Stanniocalcin-2 promotes cell EMT and glycolysis via activating ITGB2/FAK/SOX6 signaling pathway in nasopharyngeal carcinoma.

机构信息

Center for Single-Cell Omics, School of Public Health, Shanghai Jiao Tong University School of Medicine, Shanghai, 200025, China.

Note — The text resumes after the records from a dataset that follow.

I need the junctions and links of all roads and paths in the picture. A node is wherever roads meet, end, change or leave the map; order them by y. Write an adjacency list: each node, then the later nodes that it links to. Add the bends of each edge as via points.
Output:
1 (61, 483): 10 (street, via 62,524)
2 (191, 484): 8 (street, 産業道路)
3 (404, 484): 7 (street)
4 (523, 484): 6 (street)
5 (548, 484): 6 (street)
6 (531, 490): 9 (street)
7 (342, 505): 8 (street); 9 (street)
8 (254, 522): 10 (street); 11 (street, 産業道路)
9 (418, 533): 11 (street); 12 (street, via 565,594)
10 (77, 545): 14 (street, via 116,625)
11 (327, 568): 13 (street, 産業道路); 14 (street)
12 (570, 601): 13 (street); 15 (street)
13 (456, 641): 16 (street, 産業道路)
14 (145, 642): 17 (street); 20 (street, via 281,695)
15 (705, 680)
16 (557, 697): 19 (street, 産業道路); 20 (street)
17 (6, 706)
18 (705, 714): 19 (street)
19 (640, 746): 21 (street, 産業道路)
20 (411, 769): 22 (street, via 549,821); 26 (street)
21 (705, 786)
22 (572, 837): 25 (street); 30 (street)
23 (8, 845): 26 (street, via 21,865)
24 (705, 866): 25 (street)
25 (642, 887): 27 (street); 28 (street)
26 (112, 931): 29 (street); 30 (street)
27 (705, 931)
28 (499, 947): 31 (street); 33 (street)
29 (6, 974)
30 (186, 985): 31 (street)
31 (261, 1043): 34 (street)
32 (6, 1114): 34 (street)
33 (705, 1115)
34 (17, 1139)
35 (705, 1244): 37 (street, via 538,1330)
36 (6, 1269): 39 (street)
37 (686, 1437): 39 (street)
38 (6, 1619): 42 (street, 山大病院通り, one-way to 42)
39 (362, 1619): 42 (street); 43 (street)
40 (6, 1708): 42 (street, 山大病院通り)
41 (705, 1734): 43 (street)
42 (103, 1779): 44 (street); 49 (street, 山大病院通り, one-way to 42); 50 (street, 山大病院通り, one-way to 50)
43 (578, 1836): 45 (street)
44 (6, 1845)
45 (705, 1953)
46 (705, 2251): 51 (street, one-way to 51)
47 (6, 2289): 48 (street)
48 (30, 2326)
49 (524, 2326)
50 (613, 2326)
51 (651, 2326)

Clinical Research Unit of Shanghai municipal Hospital of Traditional Chinese Medicine, Shanghai University of Traditional Chinese Medicine, 274 Zhijiang Middle Road, Shanghai, 200071, China.

出版信息

Cell Biol Toxicol. 2022 Apr;38(2):259-272. doi: 10.1007/s10565-021-09600-5. Epub 2021 Apr 2.

Abstract

Stanniocalcin-2 (STC2) has been proved to regulate a variety of signaling pathways including cell growth, metastasis, and therapeutic resistance. However, the role of STC2 in the regulation of nasopharyngeal carcinoma (NPC) remains poorly understood. In this study, we investigated the regulatory function of STC2 on epithelial-mesenchymal transition (EMT) and glycolysis traits in NPC and revealed the underlying molecular mechanisms. We found that STC2 was highly expressed in primary nasopharyngeal carcinoma tissues and lymph node metastatic tissues. Silencing of STC2 inhibited cell proliferation, invasion, and glycolysis. Further analyses for the clinical samples demonstrated that STC2 expression was associated with the poor clinical progression. Moreover, we demonstrated the interaction of ITGB2 with STC2 and its involvement in STC2-mediated ITGB2/FAK/SOX6 axis. Collectively, our results provide new insights into understanding the regulatory mechanism of STC2 and suggest that the STC2/ITGB2/FAK/SOX6 signaling axis may be a potential therapeutic target for NPC.

摘要

斯钙素 2(STC2)已被证明可调节多种信号通路,包括细胞生长、转移和治疗抵抗。然而,STC2 在调节鼻咽癌(NPC)中的作用仍知之甚少。在这项研究中,我们研究了 STC2 在 NPC 中对上皮-间充质转化(EMT)和糖酵解特征的调节功能,并揭示了潜在的分子机制。我们发现 STC2 在原发性鼻咽癌组织和淋巴结转移组织中高表达。沉默 STC2 抑制细胞增殖、侵袭和糖酵解。对临床样本的进一步分析表明,STC2 表达与不良临床进展相关。此外,我们证明了 ITGB2 与 STC2 的相互作用及其在 STC2 介导的 ITGB2/FAK/SOX6 轴中的参与。总之,我们的研究结果为理解 STC2 的调节机制提供了新的见解,并表明 STC2/ITGB2/FAK/SOX6 信号轴可能是 NPC 的潜在治疗靶点。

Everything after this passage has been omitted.